Force aux Peuples a pris connaissance de la note ministérielle émanant du Ministère de l’Intérieur, interdisant aux préfets et sous-préfets de recevoir toute motion ou courrier de protestation relatif à une décision du Conseil Constitutionnel.
Nous condamnons avec la plus grande fermeté cette directive que nous considérons comme une dérive autoritaire et une atteinte grave aux principes républicains.
—1. Une décision illégale et sans fondement constitutionnel
Le Ministre invoque l’article 138 de la Constitution qui stipule que « les décisions du Conseil Constitutionnel ne sont susceptibles d’aucun recours et s’imposent à toute autorité publique ».

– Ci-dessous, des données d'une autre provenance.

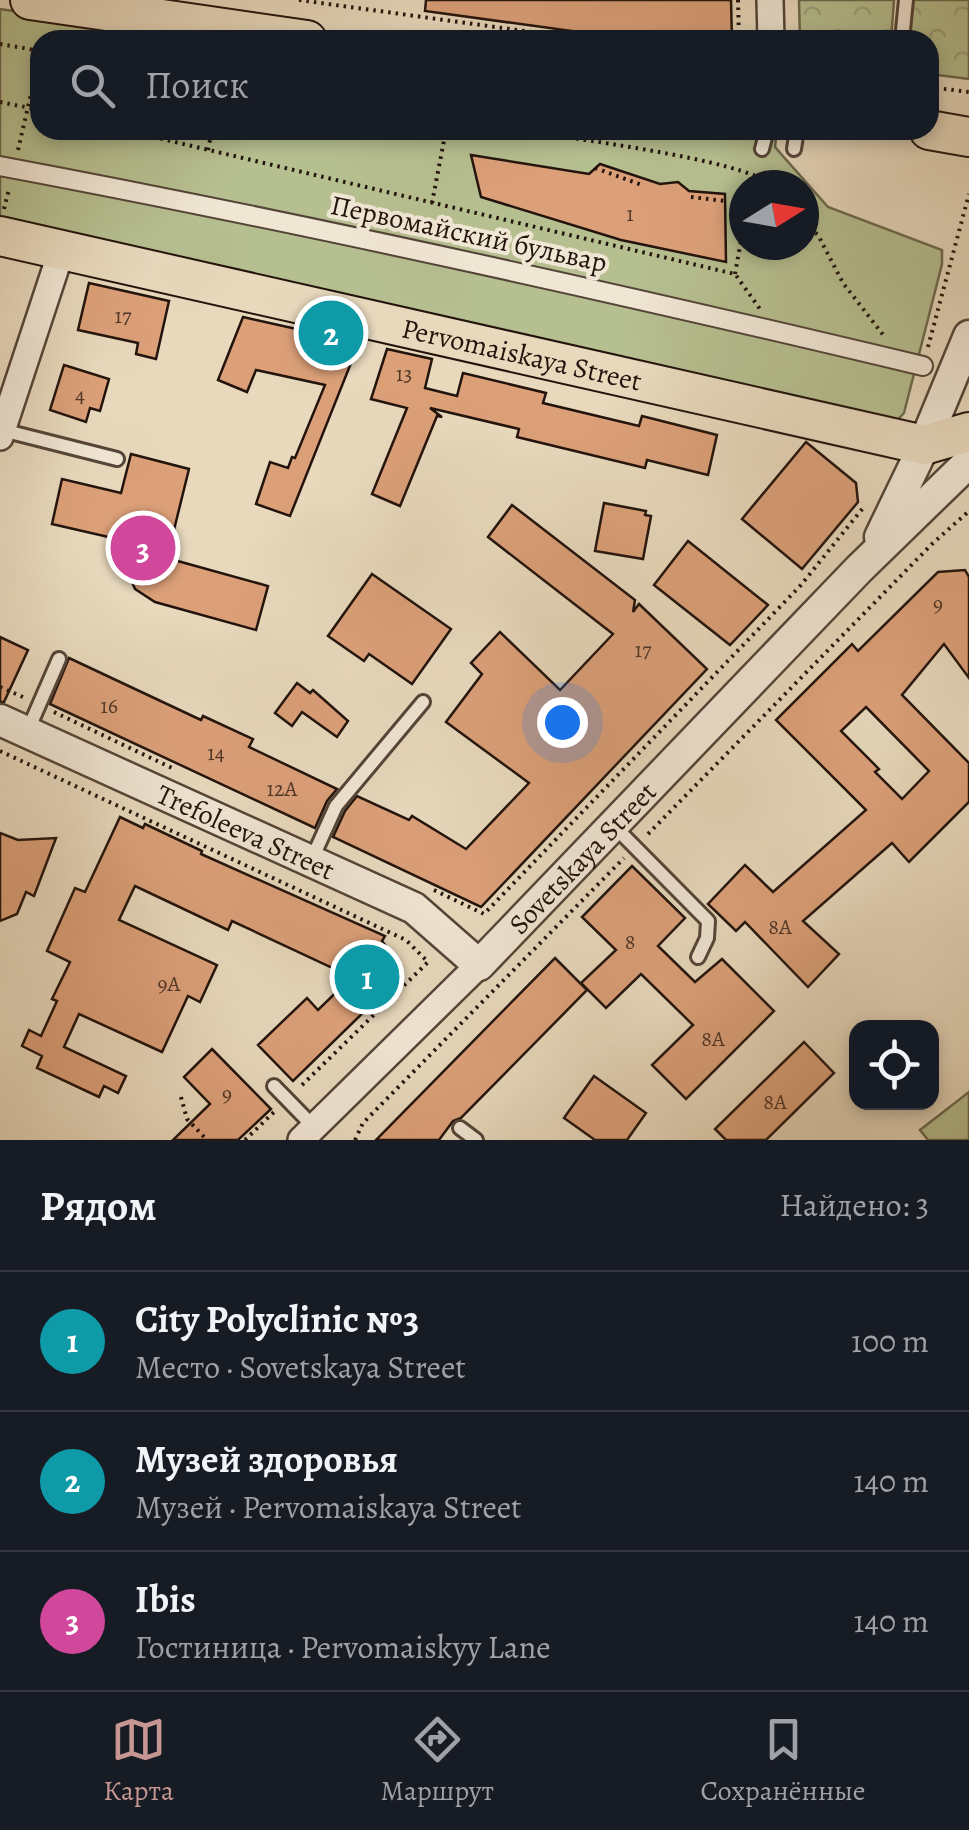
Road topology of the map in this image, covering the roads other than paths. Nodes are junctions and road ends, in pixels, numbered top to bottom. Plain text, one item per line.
1 (30, 0) edge
2 (770, 0) edge
3 (906, 0) edge
4 (238, 30) edge
5 (771, 30) edge
6 (903, 30) edge
7 (939, 132) edge
8 (969, 137) edge
9 (764, 140) edge
10 (795, 140) edge
11 (762, 148) dead end
12 (794, 149) dead end
13 (7, 168) edge
14 (2, 225) edge
15 (62, 248) junction
16 (969, 336) edge
17 (923, 366) road end
18 (969, 432) edge
19 (1, 434) edge
20 (924, 445) junction
21 (117, 459) dead end
22 (966, 473) edge
23 (859, 569) junction
24 (59, 660) dead end
25 (423, 702) dead end
26 (6, 730) edge
27 (614, 826) junction
28 (311, 861) junction
29 (698, 958) dead end
30 (479, 965) junction
31 (274, 1086) dead end
32 (460, 1128) dead end
33 (307, 1134) edge
34 (476, 1140) edge

1 - 4 main road
2 - 5 street
3 - 6 lane
7 - 8 main road
9 - 11 lane
10 - 12 lane
13 - 17 street, Первомайский бульвар
14 - 15 main road, Pervomaiskaya Street
15 - 19 street
15 - 20 main road, Pervomaiskaya Street
16 - 20 street, Sovetskaya Street
18 - 20 main road
19 - 21 lane
20 - 22 street, Pervomaiskaya Street
20 - 23 street, Sovetskaya Street
22 - 23 street, Sovetskaya Street
23 - 27 street, Sovetskaya Street
24 - 26 lane
25 - 28 lane
26 - 28 street, Trefoleeva Street
27 - 29 lane
27 - 30 street, Sovetskaya Street
28 - 30 street, Trefoleeva Street
30 - 33 street, Sovetskaya Street
31 - 33 lane
32 - 34 lane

Cette disposition signifie uniquement que les décisions du Conseil constitutionnel sont définitives sur le plan juridique.
En revanche, elle ne supprime nullement le droit des citoyens d’exprimer un désaccord, d’adresser une pétition ou de protester pacifiquement.
Cette note ministérielle constitue donc un excès de pouvoir, car aucune disposition légale ne permet d’interdire la réception d’un courrier citoyen pacifique.
—2. Une violation flagrante des droits fondamentaux
Article 19 de la Constitution ivoirienne : garantit la liberté de pensée, d’opinion, de conscience et d’expression.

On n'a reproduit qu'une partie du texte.